A zoning regulation "is a local legislative enactment, and, in its interpretation, [the court is] to discern the intent of the legislative body as manifested in the words of the regulation." Spero v. Zoning Board of Appeals, 217 Conn. 435, 441, 586 A.2d 590 (1991). "Words used in zoning ordinances are interpreted in accord with their natural and usual meaning. . . . [T]he strict construction rule applies, and the regulations should not be extended by implication to include more than is within their express terms." R. Fuller, supra, § 34.13, p. 208. The court may grant relief on appeal only where the local authority has acted illegally, arbitrarily, or in abuse of its discretion. Smith v. Zoning Board of Appeals, 227 Conn. 71, 80, 629 A.2d 1089 (1993), cert. denied, 510 U.S. 1164, 114 S.Ct. 1190, 127 L.Ed.2d 540 (1994); Frito-Lay, Inc. v. Planning Zoning Commission, 206 Conn. 554, 573, 538 A.2d 1039 (1988). . "The burden of proof to demonstrate that the board acted improperly is upon the party seeking to overturn the board's decision."Francini v. Zoning Board of Appeals, 228 Conn. 785, 791, 639 A.2d 519 (1994).
V DISCUSSION
Pleszko alleges that by refusing to reverse the decision of the ZEO, the board acted illegally, arbitrarily, and in abuse of the discretion vested in it in three ways. First, the board refused to concede that the parking spaces constituted illegal off-street parking despite the fact that the property's site plan and pictures of the site demonstrate that the parking spaces are on the property. Second, after the board was presented with evidence that the parking spaces are on the property, the board refused to exercise jurisdiction over a matter under its purview. Third, by refusing to compel the ZEO to enjoin the use of these parking spaces, the board unreasonably, arbitrarily, and discriminatorily exercised its zoning power. The issue presented in this appeal is whether the record supports the board's finding that the ZEO properly determined that the parking spaces on the side of the salon building constitute on-street parking and, therefore, that the spaces do not come within the purview of the zoning regulations that govern off-site parking.
The board argues that "the parking in question in this case should be deemed to be on-street parking (or off-site, insofar as the [salon] property is concerned) because it occurs, at least in part, on the right of way of an existing public road. . . . It is illogical to describe the parking in question as "off-street' when there is no private property separating the parking area from the public right of way in which the street is situated. The very nature of `off-street' parking is that it is an area separated from the street line by a setback. ( See Zoning Regulations of Town of Fairfield § 28.10.)" (Board's Brief, p. 5.) Further, the board argues, "[h]ad the Board overruled [the ZEO] and decided to impose the numerous requirements for off-street parking on the parking in question, it effectively would have exceeded its authority and ventured into the on-street enforcement area reserved by law for the Police Commission." (Board's Brief, p. 7.)

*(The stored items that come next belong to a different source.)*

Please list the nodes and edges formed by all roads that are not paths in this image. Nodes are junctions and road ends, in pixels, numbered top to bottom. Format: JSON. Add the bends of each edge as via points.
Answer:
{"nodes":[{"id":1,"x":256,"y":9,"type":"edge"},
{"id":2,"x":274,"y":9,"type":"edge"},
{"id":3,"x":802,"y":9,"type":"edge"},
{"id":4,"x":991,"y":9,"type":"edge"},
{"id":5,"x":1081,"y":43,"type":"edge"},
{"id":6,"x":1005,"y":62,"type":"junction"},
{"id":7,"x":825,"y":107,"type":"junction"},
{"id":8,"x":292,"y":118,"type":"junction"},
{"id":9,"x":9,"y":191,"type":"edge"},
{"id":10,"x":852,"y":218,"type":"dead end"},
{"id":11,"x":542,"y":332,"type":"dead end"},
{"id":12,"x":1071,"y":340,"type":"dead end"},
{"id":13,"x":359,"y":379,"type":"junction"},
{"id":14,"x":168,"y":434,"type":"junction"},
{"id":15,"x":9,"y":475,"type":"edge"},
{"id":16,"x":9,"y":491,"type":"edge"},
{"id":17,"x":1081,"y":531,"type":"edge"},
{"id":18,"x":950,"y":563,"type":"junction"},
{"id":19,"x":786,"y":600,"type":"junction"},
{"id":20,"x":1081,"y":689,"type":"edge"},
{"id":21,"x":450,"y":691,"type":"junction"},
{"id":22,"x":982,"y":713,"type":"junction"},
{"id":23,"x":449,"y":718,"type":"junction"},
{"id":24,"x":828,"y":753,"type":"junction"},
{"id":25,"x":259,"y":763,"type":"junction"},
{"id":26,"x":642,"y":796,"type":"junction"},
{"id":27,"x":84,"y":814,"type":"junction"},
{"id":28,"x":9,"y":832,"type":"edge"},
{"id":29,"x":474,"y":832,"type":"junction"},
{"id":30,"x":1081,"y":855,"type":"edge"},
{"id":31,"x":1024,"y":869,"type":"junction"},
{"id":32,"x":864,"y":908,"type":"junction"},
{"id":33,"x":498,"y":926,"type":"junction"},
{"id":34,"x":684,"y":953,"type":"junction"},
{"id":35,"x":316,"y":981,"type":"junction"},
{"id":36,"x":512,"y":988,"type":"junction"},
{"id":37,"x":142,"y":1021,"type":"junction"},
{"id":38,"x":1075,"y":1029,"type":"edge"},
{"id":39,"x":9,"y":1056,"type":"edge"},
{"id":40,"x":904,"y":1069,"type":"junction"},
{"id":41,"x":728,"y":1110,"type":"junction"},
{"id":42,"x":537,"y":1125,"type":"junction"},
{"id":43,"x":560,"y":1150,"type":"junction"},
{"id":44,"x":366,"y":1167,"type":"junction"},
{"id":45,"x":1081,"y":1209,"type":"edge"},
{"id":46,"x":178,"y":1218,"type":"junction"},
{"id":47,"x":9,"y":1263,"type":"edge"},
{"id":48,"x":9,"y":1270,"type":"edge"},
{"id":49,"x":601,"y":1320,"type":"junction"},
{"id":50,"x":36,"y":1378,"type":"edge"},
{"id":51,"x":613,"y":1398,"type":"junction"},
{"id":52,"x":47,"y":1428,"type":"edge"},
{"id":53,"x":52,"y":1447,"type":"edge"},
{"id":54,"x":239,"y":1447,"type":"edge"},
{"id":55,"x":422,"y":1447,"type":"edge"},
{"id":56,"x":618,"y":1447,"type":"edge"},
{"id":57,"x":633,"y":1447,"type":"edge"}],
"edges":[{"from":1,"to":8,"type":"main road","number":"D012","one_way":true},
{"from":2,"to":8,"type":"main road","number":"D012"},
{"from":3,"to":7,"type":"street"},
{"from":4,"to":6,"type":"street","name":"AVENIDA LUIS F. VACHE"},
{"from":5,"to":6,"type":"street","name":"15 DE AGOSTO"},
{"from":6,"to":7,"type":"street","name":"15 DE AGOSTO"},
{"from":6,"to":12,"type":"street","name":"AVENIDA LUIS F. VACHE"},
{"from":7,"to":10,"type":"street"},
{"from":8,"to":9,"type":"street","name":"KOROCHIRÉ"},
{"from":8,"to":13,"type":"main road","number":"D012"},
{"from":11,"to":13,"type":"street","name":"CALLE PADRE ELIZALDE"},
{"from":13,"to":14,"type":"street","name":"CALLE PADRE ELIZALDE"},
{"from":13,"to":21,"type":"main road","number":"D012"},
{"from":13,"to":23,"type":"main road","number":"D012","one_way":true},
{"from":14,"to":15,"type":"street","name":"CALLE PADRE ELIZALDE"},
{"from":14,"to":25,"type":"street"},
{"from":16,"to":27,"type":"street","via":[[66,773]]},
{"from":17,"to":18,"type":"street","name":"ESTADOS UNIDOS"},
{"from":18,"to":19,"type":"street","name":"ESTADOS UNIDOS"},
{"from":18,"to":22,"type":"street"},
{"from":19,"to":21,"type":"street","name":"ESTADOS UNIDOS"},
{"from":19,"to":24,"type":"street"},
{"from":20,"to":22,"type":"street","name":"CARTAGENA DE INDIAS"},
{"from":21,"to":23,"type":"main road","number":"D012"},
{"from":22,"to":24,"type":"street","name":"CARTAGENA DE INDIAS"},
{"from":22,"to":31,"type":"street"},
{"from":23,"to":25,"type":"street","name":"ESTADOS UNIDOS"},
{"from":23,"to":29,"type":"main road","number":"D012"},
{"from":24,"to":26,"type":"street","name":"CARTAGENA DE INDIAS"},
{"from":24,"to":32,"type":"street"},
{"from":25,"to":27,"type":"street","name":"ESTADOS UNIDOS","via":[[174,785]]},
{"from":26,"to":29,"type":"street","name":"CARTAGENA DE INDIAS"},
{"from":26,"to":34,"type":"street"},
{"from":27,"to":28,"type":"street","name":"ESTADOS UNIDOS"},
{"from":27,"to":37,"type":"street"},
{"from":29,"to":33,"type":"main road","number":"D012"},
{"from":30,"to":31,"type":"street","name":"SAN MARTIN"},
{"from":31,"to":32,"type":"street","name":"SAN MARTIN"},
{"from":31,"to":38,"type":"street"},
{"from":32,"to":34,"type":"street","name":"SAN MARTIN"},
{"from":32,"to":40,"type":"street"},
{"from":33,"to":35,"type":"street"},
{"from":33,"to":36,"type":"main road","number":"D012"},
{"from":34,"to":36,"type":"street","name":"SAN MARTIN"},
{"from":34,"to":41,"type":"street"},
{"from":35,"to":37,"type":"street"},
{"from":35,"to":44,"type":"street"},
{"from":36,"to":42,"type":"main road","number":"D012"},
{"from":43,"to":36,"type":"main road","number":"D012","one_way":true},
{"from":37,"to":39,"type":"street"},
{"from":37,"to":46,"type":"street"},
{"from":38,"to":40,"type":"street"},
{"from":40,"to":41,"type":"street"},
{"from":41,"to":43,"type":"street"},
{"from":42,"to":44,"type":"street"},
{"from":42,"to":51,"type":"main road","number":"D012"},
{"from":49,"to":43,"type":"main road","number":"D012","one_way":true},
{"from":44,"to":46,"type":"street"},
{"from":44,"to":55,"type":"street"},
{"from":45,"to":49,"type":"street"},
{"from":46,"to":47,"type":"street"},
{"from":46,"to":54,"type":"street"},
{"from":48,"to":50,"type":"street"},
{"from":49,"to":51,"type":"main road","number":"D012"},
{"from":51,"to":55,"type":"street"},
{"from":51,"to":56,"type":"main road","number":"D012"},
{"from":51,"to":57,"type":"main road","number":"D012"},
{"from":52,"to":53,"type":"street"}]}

In support of its argument, the board relies upon Property Group, Inc. v. Planning Zoning Commission, 226 Conn. 684, 692, 628 A.2d 1277 (1993), where the defendant commission required the plaintiff to widen a roadway as a condition to its subdivision approval. The commission argued that the area to be improved was owned in fee simple by the defendant, and that the commission was, therefore, requiring that the plaintiff make an on-site improvement. Id., 693. The Supreme Court, agreeing with the Appellate Court, held that the area that the commission wanted the plaintiff to widen was off-site, and not part of the land listed on the plaintiff's subdivision plan. Id. "The property in question had long ago been dedicated as part of the right-of-way of an existing public road. It is undisputed that the six foot strip on Buff Cap Road is part of an existing street that does not intersect with either existing or proposed principal thoroughfares. It is, therefore, off-site." Id.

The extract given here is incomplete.